The search tools already in your database, and when each one earns its keep.

Most teams use one Postgres search tool. Teams that know all three ship better search with less complexity — and avoid the costly detour to a dedicated search service they didn’t need yet.

This guide covers the full set of Postgres-native options: what each one does, when it’s the right fit, and how to layer them.


The Three Tools

Full-text search (tsvector / GIN index) is lexical. It tokenizes text into lexemes, stems them, and matches queries against the index. “Running” and “runs” collapse to the same lexeme. So do “dog” and “dogs.” The ranking function (ts_rank) rewards documents where query terms appear often or prominently.

Trigrams (pg_trgm) break strings into overlapping 3-character slices and measure how many slices two strings share. “Dan” → " da", "dan", "an ". “Micheal” and “Michael” share most of their trigrams, so similarity is high. This makes pg_trgm excellent at fuzzy name matching, typo tolerance, and autocomplete — the space where FTS performs poorly.

Exact-match indexes (B-tree, hash) handle primary keys, email addresses, IDs, SKUs, and anything where the answer is binary: it matches or it doesn’t. These don’t feel like “search,” but they belong in this conversation because the worst pattern is using fuzzy or semantic search for problems that have correct answers.

The choice isn’t about sophistication. It’s about matching the tool to the shape of the query.


When Full-Text Search Wins

Searching prose for keywords. Blog posts, documentation, product descriptions, support tickets, legal documents. FTS was designed for this shape of content: indexed, ranked retrieval over natural-language text.

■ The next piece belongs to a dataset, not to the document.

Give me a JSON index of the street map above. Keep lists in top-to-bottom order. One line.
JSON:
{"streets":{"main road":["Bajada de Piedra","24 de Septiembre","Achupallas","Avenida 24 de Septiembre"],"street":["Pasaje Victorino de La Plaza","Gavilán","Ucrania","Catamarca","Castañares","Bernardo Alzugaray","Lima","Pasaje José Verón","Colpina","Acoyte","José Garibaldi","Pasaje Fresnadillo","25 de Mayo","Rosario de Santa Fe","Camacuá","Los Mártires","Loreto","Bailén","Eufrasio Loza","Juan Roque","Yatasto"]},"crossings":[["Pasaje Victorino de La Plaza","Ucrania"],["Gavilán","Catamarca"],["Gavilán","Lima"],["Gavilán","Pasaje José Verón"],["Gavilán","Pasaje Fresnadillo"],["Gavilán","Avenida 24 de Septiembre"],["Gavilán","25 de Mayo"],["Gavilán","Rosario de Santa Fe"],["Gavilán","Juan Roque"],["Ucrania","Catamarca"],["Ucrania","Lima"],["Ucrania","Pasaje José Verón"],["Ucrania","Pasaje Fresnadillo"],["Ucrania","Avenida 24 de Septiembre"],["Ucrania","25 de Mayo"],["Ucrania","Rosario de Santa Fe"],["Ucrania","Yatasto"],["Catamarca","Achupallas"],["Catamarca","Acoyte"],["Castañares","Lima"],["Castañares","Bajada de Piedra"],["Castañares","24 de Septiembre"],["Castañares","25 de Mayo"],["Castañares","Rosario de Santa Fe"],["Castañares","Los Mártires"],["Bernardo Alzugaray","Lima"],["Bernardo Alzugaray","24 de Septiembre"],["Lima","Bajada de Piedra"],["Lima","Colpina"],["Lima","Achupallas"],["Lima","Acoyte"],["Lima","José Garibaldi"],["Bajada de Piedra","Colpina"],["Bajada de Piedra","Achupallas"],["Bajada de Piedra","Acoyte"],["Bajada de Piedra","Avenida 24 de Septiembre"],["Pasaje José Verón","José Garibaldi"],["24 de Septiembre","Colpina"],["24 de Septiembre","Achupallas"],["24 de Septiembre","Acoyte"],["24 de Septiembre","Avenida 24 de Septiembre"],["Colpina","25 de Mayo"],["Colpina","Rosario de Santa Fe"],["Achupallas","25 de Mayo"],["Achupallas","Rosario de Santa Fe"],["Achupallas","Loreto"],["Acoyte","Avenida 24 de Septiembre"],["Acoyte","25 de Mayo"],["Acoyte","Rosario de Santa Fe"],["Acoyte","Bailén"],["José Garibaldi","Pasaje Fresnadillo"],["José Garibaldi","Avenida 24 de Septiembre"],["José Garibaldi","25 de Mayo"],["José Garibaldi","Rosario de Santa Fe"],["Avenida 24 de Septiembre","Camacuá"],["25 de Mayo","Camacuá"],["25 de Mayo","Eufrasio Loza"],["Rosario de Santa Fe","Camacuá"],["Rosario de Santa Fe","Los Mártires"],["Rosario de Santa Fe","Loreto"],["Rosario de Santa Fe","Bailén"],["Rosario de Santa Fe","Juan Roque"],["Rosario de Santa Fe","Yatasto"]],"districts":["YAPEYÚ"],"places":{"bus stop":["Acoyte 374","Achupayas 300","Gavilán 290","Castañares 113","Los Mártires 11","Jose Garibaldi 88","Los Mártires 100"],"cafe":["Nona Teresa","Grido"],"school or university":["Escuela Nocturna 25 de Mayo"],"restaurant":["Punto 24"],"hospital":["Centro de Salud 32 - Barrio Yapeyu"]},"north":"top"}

Keyword-based user queries. Users type a search term, filter by tag, or browse by keyword. FTS handles that intent natively without any embedding infrastructure.

Ranked results without external dependencies. FTS indexes are fast, deterministic, and require no API calls. The relevance signal comes from term frequency weighted by field position.

Boolean filtering alongside search. FTS composes naturally with your existing query logic:

SELECT * FROM posts
WHERE search_vector @@ to_tsquery('english', 'postgres & performance')
AND category = 'tutorial'
AND published_at > NOW() - INTERVAL '6 months';

Setting Up FTS

-- Generated column keeps the index current automatically
ALTER TABLE posts ADD COLUMN search_vector tsvector
GENERATED ALWAYS AS (
setweight(to_tsvector('english', coalesce(title, '')), 'A') ||
setweight(to_tsvector('english', coalesce(body, '')), 'B')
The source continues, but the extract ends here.